Album Review: Harvey Mandel — Snake Box

Meaning absolutely no disrespect to the artists to whom I refer, the music scene of the late 1960s and early 1970s was filled with what one might call second-string guitarists. These guys (and at this point in history, nearly the entire roster was male) weren’t on the notoriety level of Jimmy Page, John McLaughlin, or Eric Clapton. But at their best, they were as good, even if their music was known (much less heard) by fewer listeners. Some of the names that come to mind include fusion great Larry Coryell; three of pre-pedestrian Fleetwood Mac‘s guitarists (Peter Green, Danny Kirwan, Jeremy Spencer); and Canned Heat‘s Harvery Mandel (I am certain readers can think of many others).
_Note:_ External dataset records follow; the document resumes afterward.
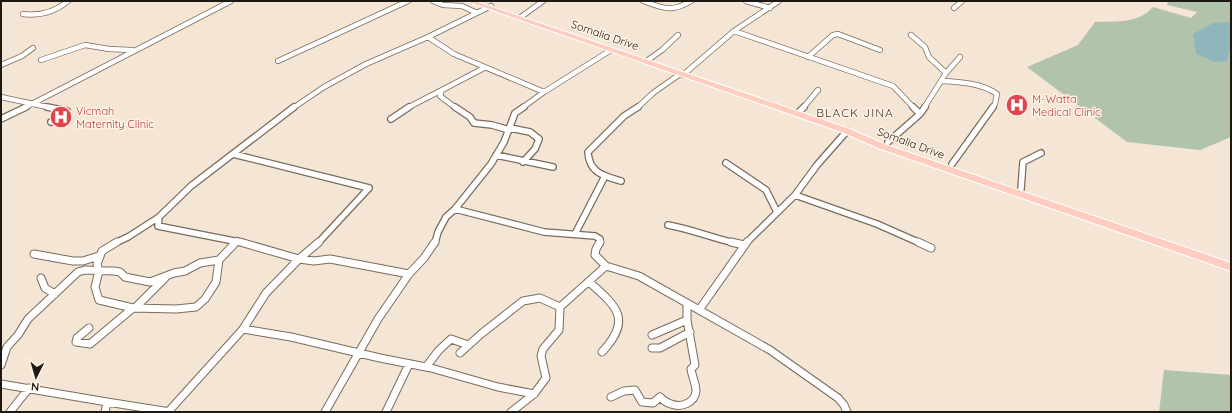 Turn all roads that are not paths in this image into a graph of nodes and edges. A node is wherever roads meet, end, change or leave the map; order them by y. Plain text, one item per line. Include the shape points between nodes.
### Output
1 (68, 1) edge
2 (231, 1) edge
3 (408, 1) edge
4 (433, 1) edge
5 (469, 1) edge
6 (477, 1) edge
7 (543, 1) edge
8 (643, 1) edge
9 (691, 1) edge
10 (746, 1) edge
11 (779, 1) edge
12 (962, 1) edge
13 (490, 7) junction
14 (770, 8) junction
15 (954, 8) dead end
16 (477, 13) junction
17 (23, 14) dead end
18 (521, 17) junction
19 (734, 31) junction
20 (678, 35) dead end
21 (911, 36) dead end
22 (428, 37) junction
23 (33, 48) dead end
24 (134, 50) junction
25 (611, 50) junction
26 (880, 50) dead end
27 (808, 57) junction
28 (960, 58) dead end
29 (41, 60) dead end
30 (648, 60) junction
31 (278, 61) dead end
32 (1, 65) edge
33 (484, 68) junction
34 (946, 73) junction
35 (683, 74) junction
36 (942, 81) junction
37 (442, 90) junction
38 (818, 90) dead end
39 (544, 92) junction
40 (1, 97) edge
41 (34, 103) junction
42 (799, 112) junction
43 (920, 114) junction
44 (1, 119) edge
45 (391, 119) dead end
46 (51, 122) dead end
47 (509, 129) junction
48 (847, 131) junction
49 (888, 142) junction
50 (1041, 153) dead end
51 (233, 154) junction
52 (496, 155) junction
53 (523, 162) junction
54 (726, 164) dead end
55 (952, 164) junction
56 (553, 167) dead end
57 (605, 176) junction
58 (621, 181) dead end
59 (1021, 188) junction
60 (795, 195) junction
61 (455, 209) junction
62 (777, 212) junction
63 (158, 217) junction
64 (668, 225) dead end
65 (575, 234) junction
66 (237, 241) junction
67 (744, 244) junction
68 (932, 248) dead end
69 (34, 254) dead end
70 (99, 256) junction
71 (299, 258) junction
72 (219, 260) junction
73 (1231, 261) edge
74 (606, 266) junction
75 (1231, 267) edge
76 (99, 271) junction
77 (408, 274) junction
78 (165, 277) junction
79 (41, 278) dead end
80 (589, 282) junction
81 (55, 294) junction
82 (687, 304) junction
83 (560, 307) junction
84 (134, 308) junction
85 (699, 310) junction
86 (687, 320) junction
87 (89, 328) dead end
88 (243, 329) junction
89 (690, 332) junction
90 (652, 335) dead end
91 (468, 345) junction
92 (652, 348) dead end
93 (602, 352) dead end
94 (358, 353) junction
95 (460, 353) dead end
96 (409, 364) junction
97 (1, 365) edge
98 (426, 366) junction
99 (1, 384) edge
100 (29, 388) junction
101 (534, 394) junction
102 (611, 397) dead end
103 (107, 402) junction
104 (10, 412) edge
105 (105, 412) edge
106 (169, 412) edge
107 (325, 412) edge
108 (386, 412) edge
109 (511, 412) edge
110 (847, 412) edge

1 - 17 street via 46,12
2 - 24 street
3 - 31 street
4 - 16 street via 444,5 462,6
5 - 13 main road, Somalia Drive
6 - 13 main road, Somalia Drive
7 - 18 street
8 - 9 street via 675,10
10 - 14 street
11 - 14 street
12 - 15 street
13 - 16 street
13 - 18 main road, Somalia Drive
13 - 25 main road, Somalia Drive
14 - 19 street
16 - 22 street
18 - 30 main road, Somalia Drive
19 - 27 street
19 - 35 street
20 - 30 street
21 - 34 street via 926,46 929,57
22 - 33 street via 454,54
22 - 51 street via 366,64 324,87
23 - 32 street
24 - 29 street via 85,45
24 - 41 street
25 - 35 main road, Somalia Drive
25 - 39 street
26 - 27 street via 838,34
27 - 43 street via 893,86
28 - 34 street
30 - 35 main road, Somalia Drive
33 - 37 street
33 - 39 street
34 - 36 street
35 - 42 main road, Somalia Drive
35 - 48 main road, Somalia Drive
35 - 57 street via 624,116 588,152 590,165 595,172
36 - 43 street
36 - 55 street via 976,85 997,94 995,104
37 - 45 street via 413,104
37 - 47 street via 440,96 470,117 474,123
38 - 42 street
39 - 47 street via 515,113
40 - 41 street
41 - 44 street
41 - 46 street via 67,111 64,116
42 - 49 main road, Somalia Drive
43 - 49 street
47 - 52 street
47 - 53 street via 531,133 538,139 535,149
48 - 60 street
48 - 75 main road, Somalia Drive via 882,146
49 - 55 main road, Somalia Drive
50 - 59 street via 1023,162
51 - 63 street via 191,186
51 - 71 street via 368,188 318,243
52 - 53 street
52 - 61 street
53 - 56 street
54 - 62 street via 766,190
55 - 59 main road, Somalia Drive
57 - 58 street
57 - 65 street
59 - 73 main road, Somalia Drive
60 - 62 street
60 - 68 street via 877,224
61 - 65 street via 544,232
61 - 77 street via 446,217 431,249
62 - 67 street
63 - 66 street via 158,226
63 - 70 street via 128,237 108,246
64 - 67 street
65 - 74 street via 600,239 595,255
66 - 71 street
66 - 72 street
67 - 85 street
69 - 70 street via 78,261
70 - 76 street
71 - 77 street via 314,261 330,259
71 - 88 street via 266,293
72 - 78 street
72 - 84 street via 216,282 205,300 196,307
74 - 80 street
74 - 82 street via 639,276
76 - 78 street via 120,272 142,282
76 - 81 street via 78,272
76 - 84 street via 94,287 99,300
77 - 94 street
78 - 84 street
79 - 81 street via 46,290
80 - 83 street
80 - 93 street via 602,292 620,319 619,328
81 - 97 street via 28,319 7,347
82 - 85 street
82 - 86 street
83 - 91 street via 540,298 523,301
83 - 101 street via 559,331 544,347 541,355 546,378
84 - 87 street via 90,344 76,342
85 - 110 street via 770,350 838,398
86 - 89 street
86 - 90 street
88 - 94 street
88 - 106 street
89 - 92 street via 660,348
89 - 102 street via 695,365 691,369 691,374 696,392 688,404 672,405 660,397 653,402 642,402 635,390 630,389
91 - 95 street
91 - 98 street via 451,339
94 - 96 street
94 - 107 street
96 - 98 street
96 - 108 street
98 - 101 street via 517,393
99 - 100 street
100 - 103 street
100 - 104 street
101 - 109 street
103 - 105 street
103 - 106 street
Alongside his work with Canned Heat (he was a member of the group’s “second classic” lineup circa 1969-1970, and rejoined briefly on several later – and less noteworthy – occasions), Mandel maintained a solo career. Between 1968 and 1972, Mandel released six solo albums. Five from this period – all but the ’72 release Get Off in Chicago – have now been released in a set titled Snake Box (Mandel’s nickname is “The Snake”). While all of the original vinyl albums (Cristo Redentor from 1968, Righteous from 1969, 1970’s Games Guitars Play, 1971’s Baby Batter, and The Snake from 1972) can still be acquired for small sums (i.e. often under $5), none of the albums has had a recent CD/digital release. So the new box set presents them all together, each housed in an LP reproduction style sleeve, in one tidy package.

Snake Box also includes a rare onstage recording called Live at the Matrix, a set from Christmas Eve 1968 in San Francisco that features an all-star lineup of Frisco locals: Mandel with Jerry Garcia, Elvin Bishop, Steve Miller, Mickey Hart, and John Chambers.

Mandel was and remains a guitarist of great versatility, and one with a wide stylistic vision. Nominally a blues player, he sounds comfortable in any number of musical idioms. Widely recognized as an originator of the two-hand tapping technique (see also: Eddie Van Halen and Stanley Jordan), Mandel sounded as comfortable playing jazz-inflected licks as he did within the context of blues (or blues rock).

Mandel’s ability to trade in multiple styles resulted in albums that could seem all over the place. His interests and influences on these disc are so vast that it’s quite difficult to pin down a Mandel style. As often as not working with an ensemble, Mandel created albums that were cohesive wholes, not merely showcases for his guitar playing. For example, the first track on his first album, the title track of Christo Redentor, features a wordless female soprano vocal that sounds eerily like a Theremin. And the track’s lush string arrangement (complete with harps) is pretty well outside the rock idiom. From there Mandel left-turns into “Before Six,” a tune that anticipates early Blood, Sweat and Tears, and sounding not unlike The Paul Butterfield Blues Band crossed with, say, Cold Blood.

For those who haven’t heard Mandel’s solo work, the nearest artist to whom he might be compared is Shuggie Otis, another musician of singularly wide musical vision. Mandel’s playing is often exciting, featuring thickly sustained notes that are both economical and expressive at once. For his albums, he enlisted some legendary talent, including Graham Bond, Larry Taylor, Eddie Hoh, Pete Drake, and Emil Richards (to name but a few). Vocals show up occasionally, but Mandel seems to understand his strengths (and they are many), sticking to those.

Dave Thompson‘s liner note essay is informative, but the reader may be left wishing the box’s producers had given him more space. But that’s really a minor complaint, as the music on Snake Box largely speaks for itself. Snake Box is a treasure trove of heretofore underappreciated gems. Harvey Mandel is an artist who starts with blues and then pushes far beyond the supposed boundaries of the genre. Those receptive to such an approach are well advised to dive into this box set.